_What the task requires_
Filter the data for lines with the word "Links" and copy those lines.

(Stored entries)
= = = = = = =
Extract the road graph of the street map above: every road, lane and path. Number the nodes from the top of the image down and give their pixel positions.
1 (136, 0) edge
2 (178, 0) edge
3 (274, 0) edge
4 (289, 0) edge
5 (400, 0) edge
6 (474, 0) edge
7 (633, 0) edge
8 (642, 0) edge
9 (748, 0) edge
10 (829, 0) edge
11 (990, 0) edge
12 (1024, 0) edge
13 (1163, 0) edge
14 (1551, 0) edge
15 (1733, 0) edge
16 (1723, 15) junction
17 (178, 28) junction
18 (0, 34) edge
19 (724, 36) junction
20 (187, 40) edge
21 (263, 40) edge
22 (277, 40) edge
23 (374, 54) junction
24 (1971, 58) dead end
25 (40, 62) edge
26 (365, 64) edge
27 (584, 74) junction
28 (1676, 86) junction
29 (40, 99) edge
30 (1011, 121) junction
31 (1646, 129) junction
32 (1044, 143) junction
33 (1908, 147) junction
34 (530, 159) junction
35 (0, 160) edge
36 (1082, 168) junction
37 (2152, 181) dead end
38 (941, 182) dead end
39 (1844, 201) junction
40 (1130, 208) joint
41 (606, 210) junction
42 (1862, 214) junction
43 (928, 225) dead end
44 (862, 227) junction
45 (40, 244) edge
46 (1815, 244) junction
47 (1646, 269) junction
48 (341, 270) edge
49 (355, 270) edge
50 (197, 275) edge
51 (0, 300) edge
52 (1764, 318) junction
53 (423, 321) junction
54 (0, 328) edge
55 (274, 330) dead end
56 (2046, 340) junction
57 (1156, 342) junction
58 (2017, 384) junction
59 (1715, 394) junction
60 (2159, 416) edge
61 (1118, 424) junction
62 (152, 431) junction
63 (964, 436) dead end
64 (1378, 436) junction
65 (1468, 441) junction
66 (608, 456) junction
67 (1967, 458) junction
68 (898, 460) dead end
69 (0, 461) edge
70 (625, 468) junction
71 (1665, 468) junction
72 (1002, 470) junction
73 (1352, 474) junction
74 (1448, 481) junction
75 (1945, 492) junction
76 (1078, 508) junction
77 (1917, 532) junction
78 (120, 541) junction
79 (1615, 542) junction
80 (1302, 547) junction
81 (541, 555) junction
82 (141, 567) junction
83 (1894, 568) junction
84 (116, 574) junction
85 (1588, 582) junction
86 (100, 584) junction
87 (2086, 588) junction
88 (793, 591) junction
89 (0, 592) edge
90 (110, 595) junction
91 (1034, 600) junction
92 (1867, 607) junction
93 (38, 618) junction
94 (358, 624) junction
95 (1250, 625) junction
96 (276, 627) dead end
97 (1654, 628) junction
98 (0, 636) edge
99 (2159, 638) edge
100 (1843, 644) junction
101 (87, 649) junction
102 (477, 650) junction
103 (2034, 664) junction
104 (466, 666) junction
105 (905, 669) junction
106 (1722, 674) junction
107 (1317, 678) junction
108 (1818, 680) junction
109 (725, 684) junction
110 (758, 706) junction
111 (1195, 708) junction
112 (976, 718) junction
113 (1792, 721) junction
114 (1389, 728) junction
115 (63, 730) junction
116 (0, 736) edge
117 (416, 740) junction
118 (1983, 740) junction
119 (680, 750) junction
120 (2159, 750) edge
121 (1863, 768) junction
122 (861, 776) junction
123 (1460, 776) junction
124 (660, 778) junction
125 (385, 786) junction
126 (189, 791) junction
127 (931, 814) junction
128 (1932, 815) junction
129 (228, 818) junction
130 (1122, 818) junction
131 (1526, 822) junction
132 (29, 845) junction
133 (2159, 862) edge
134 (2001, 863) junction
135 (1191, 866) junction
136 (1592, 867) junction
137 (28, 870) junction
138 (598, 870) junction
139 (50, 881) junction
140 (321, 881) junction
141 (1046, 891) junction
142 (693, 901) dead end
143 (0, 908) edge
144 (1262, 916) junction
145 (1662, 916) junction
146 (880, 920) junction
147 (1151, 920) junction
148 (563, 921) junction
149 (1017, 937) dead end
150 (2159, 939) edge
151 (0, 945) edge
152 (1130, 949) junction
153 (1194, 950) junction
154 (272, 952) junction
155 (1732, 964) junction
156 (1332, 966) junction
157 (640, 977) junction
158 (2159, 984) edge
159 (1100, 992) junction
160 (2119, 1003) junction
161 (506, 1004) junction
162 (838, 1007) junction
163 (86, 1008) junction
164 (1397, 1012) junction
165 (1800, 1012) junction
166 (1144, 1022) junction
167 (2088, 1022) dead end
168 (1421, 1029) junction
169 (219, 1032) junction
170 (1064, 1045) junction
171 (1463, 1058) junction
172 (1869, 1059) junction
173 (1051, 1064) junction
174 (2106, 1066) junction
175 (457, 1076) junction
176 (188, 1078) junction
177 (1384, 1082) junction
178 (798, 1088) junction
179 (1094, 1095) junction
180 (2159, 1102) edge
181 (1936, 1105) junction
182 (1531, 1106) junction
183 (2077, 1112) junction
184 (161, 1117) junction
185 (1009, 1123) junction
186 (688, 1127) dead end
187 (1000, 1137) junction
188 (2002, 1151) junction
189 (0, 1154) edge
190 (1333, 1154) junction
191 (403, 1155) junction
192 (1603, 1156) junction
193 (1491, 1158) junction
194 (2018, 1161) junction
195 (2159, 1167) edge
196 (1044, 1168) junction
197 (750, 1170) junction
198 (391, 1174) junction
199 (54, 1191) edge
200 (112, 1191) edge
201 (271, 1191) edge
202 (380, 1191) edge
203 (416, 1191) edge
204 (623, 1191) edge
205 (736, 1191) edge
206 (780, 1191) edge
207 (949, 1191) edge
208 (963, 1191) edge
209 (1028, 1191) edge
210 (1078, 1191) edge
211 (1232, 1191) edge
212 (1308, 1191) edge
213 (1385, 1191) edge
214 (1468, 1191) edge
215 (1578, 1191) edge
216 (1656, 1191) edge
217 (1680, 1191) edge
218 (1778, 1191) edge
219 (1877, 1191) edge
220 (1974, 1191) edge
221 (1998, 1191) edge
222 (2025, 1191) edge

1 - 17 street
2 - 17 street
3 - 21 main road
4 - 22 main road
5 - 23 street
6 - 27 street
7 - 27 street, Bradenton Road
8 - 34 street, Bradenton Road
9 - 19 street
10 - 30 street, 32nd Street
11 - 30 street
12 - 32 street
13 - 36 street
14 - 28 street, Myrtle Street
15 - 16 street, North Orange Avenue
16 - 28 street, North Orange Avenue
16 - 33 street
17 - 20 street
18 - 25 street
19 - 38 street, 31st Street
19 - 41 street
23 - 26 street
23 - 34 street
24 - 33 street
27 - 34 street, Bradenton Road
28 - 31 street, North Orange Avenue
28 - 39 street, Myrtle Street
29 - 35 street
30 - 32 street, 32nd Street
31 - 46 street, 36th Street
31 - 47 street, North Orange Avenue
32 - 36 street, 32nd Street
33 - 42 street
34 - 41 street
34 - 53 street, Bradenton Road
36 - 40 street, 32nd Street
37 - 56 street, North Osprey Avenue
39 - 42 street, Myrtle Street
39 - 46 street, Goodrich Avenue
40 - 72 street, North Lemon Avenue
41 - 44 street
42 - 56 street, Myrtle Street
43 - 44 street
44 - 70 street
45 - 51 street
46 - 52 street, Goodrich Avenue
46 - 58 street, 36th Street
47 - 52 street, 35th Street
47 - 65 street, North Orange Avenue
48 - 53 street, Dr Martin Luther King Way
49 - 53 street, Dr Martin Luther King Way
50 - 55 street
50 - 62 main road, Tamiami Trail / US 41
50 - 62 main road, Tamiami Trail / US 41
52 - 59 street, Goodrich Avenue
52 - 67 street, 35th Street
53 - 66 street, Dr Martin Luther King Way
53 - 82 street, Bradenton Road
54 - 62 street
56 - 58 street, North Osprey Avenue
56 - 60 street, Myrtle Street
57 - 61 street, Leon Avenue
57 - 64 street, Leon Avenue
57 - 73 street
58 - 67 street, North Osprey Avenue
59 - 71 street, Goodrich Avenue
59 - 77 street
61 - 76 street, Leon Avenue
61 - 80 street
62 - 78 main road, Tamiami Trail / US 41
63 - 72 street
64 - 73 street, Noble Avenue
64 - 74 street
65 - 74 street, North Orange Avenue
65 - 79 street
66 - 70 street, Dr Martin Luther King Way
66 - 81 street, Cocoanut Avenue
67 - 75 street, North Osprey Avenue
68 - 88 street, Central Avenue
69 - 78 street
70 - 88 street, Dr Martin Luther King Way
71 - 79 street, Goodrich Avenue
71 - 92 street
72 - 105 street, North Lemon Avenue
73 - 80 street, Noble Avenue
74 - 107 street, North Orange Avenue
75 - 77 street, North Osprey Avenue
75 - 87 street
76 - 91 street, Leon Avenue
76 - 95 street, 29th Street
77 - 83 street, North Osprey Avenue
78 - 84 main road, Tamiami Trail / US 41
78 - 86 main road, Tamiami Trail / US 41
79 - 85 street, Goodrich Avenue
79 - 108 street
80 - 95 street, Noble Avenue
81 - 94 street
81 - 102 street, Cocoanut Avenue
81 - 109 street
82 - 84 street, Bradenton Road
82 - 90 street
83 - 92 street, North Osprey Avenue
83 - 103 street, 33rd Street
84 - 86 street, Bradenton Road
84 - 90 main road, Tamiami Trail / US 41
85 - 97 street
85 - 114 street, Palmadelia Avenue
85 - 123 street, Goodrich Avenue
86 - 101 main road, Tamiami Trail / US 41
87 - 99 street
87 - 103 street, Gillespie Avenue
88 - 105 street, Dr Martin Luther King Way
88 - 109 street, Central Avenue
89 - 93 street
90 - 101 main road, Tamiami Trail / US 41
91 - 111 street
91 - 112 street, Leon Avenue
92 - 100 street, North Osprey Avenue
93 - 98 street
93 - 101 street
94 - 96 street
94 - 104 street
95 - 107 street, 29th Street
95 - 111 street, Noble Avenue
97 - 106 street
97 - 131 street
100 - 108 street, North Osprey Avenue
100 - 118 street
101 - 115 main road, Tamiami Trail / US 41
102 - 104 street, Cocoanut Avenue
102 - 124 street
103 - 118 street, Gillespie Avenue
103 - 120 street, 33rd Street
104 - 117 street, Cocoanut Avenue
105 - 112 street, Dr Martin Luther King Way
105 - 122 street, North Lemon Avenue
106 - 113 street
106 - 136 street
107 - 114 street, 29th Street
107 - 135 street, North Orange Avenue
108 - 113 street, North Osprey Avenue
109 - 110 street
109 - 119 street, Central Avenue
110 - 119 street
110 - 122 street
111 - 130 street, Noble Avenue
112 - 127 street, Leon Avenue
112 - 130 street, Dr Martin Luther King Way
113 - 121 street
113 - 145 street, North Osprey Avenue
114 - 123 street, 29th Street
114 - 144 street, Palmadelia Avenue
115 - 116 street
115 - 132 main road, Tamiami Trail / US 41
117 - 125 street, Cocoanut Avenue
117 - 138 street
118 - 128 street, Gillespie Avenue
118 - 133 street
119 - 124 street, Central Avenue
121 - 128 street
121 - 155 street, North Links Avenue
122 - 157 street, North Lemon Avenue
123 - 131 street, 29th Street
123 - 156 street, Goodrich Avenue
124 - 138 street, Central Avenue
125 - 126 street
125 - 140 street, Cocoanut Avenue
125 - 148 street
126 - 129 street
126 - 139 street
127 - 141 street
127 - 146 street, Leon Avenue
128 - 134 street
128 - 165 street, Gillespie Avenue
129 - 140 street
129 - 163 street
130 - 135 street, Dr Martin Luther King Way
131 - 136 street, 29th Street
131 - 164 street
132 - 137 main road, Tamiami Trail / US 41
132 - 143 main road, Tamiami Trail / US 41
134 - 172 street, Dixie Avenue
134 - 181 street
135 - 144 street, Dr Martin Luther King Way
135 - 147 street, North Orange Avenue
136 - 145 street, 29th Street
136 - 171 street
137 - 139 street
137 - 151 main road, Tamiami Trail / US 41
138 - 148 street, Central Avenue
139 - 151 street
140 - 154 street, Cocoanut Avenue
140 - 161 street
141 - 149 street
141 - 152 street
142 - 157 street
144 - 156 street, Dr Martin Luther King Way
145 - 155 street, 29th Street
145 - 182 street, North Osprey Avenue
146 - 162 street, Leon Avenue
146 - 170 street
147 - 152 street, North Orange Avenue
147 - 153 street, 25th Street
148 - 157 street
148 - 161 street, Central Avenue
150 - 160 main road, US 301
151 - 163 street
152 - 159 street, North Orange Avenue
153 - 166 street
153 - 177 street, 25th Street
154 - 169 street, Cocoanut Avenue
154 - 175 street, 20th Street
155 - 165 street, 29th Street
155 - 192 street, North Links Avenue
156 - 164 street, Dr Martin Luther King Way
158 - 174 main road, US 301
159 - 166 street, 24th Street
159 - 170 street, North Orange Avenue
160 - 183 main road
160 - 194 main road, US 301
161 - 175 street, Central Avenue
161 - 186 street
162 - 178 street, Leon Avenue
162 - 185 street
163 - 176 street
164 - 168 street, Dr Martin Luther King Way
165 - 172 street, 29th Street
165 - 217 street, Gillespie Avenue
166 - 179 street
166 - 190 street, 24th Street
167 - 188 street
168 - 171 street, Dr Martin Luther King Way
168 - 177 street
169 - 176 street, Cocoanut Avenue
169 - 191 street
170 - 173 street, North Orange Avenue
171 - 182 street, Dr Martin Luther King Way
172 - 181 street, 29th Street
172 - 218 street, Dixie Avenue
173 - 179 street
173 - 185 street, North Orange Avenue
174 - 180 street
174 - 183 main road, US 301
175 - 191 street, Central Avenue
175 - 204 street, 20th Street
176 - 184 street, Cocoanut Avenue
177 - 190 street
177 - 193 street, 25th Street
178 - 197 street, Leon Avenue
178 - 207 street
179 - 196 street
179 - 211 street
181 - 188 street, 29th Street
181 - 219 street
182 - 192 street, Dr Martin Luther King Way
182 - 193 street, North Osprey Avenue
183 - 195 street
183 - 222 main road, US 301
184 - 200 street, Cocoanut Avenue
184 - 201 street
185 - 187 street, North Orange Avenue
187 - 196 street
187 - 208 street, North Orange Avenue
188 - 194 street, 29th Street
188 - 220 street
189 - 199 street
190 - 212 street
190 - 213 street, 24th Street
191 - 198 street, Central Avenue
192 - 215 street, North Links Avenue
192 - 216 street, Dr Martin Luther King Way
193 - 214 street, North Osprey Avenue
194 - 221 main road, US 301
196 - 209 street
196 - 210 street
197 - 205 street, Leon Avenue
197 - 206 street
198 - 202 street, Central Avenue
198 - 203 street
= = = = = = =
_Reply to the exercise_
121 - 155 street, North Links Avenue
155 - 192 street, North Links Avenue
192 - 215 street, North Links Avenue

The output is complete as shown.